• [Problem statement]: Your answer should consist only of the lines below from the one with "ctx.roundRect(2247, 336, 163, 271, 14)" through the one with "ctx.lineTo(2242, 588)", copied exactly.

• [Records supplied]:
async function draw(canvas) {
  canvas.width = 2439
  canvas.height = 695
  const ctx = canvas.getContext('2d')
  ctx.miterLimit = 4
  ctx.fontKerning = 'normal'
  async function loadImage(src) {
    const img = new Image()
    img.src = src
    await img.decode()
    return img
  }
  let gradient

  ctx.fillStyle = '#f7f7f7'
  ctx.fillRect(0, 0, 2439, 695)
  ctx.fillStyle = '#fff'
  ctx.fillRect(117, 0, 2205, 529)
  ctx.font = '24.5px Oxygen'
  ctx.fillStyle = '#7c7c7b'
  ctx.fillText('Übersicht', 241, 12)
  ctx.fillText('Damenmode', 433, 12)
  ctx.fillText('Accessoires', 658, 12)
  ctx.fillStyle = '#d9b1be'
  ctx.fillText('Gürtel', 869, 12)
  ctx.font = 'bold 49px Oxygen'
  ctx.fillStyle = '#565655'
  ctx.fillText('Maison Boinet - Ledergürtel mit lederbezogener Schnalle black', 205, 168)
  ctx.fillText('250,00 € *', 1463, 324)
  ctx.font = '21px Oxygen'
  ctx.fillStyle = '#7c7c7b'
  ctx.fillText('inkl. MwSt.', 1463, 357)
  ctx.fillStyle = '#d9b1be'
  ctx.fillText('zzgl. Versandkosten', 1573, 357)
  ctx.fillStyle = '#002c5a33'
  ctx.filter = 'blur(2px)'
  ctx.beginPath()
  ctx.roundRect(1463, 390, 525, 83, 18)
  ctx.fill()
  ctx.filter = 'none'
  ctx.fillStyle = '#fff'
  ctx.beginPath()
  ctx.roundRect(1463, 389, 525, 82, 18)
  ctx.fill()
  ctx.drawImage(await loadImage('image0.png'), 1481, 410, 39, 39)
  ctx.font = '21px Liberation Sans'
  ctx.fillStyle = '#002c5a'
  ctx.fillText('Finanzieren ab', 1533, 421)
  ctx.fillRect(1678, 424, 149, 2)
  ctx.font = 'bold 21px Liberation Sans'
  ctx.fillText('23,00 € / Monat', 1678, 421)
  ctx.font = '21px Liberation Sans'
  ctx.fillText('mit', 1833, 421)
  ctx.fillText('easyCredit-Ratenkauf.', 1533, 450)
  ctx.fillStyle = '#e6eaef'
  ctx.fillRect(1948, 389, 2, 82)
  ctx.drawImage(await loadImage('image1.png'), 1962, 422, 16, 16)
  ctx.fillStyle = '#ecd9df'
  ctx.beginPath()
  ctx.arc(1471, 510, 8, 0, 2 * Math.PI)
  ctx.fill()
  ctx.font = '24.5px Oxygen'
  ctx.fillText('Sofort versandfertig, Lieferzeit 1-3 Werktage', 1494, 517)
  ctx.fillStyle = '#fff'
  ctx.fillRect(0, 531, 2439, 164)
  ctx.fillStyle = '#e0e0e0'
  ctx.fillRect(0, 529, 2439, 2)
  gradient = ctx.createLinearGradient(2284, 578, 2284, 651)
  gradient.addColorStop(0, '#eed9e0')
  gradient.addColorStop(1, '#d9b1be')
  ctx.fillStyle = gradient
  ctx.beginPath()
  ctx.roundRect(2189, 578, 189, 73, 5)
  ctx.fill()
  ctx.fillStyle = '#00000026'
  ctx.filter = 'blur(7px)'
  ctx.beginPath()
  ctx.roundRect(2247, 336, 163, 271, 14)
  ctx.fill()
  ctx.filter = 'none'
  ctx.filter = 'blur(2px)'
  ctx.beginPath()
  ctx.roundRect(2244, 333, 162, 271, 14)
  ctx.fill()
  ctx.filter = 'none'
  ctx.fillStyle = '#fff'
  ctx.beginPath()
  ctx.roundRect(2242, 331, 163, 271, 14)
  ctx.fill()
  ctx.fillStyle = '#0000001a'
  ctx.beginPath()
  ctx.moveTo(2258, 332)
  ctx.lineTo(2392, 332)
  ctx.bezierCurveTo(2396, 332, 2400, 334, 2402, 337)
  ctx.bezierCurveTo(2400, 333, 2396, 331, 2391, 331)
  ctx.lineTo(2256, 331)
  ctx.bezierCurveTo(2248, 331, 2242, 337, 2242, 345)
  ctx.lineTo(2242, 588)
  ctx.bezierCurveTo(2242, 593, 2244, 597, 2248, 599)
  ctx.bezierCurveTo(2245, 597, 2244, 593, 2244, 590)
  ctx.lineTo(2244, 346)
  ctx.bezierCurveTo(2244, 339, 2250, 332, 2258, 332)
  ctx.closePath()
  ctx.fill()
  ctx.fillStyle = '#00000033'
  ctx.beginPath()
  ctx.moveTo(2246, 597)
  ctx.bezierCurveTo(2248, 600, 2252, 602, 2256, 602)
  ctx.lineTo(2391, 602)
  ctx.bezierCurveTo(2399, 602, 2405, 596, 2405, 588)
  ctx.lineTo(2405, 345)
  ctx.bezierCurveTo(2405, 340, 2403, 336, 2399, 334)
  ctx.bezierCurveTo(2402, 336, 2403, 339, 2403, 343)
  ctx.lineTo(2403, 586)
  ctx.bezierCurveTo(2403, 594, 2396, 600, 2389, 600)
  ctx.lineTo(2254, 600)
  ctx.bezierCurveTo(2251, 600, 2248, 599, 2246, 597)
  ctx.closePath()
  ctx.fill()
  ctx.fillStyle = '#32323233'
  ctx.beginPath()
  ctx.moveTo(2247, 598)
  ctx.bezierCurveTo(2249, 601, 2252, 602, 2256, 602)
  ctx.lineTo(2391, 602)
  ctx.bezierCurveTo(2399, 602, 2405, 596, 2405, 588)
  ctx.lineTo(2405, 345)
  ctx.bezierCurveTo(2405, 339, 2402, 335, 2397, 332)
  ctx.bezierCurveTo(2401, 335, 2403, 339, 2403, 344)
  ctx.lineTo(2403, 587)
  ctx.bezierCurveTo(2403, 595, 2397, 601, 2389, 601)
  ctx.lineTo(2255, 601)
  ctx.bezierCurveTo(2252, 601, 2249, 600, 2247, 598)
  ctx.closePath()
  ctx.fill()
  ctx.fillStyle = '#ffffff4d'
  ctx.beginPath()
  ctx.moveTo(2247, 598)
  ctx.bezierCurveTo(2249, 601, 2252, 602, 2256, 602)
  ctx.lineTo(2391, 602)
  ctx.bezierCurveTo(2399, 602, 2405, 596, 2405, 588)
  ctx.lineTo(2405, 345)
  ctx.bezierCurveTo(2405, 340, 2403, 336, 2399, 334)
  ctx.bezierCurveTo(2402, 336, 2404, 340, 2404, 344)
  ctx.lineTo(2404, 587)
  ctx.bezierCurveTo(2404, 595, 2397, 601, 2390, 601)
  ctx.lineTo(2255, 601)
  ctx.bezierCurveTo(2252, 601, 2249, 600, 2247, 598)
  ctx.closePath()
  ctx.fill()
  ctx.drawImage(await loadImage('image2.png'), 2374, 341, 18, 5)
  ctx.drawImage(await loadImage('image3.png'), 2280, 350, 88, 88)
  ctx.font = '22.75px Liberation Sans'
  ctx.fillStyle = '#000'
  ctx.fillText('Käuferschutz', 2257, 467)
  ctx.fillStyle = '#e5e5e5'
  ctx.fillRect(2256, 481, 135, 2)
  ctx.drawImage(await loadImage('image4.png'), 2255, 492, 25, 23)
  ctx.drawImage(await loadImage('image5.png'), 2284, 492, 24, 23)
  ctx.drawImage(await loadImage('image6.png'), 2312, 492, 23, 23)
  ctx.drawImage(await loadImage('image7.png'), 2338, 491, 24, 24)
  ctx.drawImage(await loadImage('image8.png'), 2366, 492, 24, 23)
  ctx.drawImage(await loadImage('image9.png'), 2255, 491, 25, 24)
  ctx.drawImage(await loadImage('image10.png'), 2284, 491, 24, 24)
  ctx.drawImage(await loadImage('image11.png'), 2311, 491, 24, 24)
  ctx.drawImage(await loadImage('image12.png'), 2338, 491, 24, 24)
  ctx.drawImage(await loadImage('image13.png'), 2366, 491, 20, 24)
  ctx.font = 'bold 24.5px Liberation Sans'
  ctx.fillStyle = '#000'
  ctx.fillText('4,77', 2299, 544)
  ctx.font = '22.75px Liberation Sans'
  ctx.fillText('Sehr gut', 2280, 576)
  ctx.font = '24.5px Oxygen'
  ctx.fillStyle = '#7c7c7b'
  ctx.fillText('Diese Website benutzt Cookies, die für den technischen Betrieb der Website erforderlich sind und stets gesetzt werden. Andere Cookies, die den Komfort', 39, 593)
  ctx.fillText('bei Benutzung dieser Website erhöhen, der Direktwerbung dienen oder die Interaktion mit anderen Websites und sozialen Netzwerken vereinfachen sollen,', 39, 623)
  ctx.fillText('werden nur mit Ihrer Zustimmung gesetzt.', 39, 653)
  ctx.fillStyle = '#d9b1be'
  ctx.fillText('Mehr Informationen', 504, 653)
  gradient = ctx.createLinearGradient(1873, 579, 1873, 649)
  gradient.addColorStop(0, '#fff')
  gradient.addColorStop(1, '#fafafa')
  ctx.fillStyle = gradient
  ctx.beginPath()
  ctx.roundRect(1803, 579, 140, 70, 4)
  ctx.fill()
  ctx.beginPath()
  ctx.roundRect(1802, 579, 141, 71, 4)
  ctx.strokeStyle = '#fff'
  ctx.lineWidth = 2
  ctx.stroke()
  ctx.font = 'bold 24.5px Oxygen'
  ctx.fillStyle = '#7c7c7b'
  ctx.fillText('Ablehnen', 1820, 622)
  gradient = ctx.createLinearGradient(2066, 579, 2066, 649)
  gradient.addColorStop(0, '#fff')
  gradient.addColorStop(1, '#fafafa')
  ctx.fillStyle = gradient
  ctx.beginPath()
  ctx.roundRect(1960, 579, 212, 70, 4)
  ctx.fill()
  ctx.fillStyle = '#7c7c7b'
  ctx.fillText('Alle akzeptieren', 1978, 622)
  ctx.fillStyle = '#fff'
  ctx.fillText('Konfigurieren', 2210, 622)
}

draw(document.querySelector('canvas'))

• [Response below]:
  ctx.roundRect(2247, 336, 163, 271, 14)
  ctx.fill()
  ctx.filter = 'none'
  ctx.filter = 'blur(2px)'
  ctx.beginPath()
  ctx.roundRect(2244, 333, 162, 271, 14)
  ctx.fill()
  ctx.filter = 'none'
  ctx.fillStyle = '#fff'
  ctx.beginPath()
  ctx.roundRect(2242, 331, 163, 271, 14)
  ctx.fill()
  ctx.fillStyle = '#0000001a'
  ctx.beginPath()
  ctx.moveTo(2258, 332)
  ctx.lineTo(2392, 332)
  ctx.bezierCurveTo(2396, 332, 2400, 334, 2402, 337)
  ctx.bezierCurveTo(2400, 333, 2396, 331, 2391, 331)
  ctx.lineTo(2256, 331)
  ctx.bezierCurveTo(2248, 331, 2242, 337, 2242, 345)
  ctx.lineTo(2242, 588)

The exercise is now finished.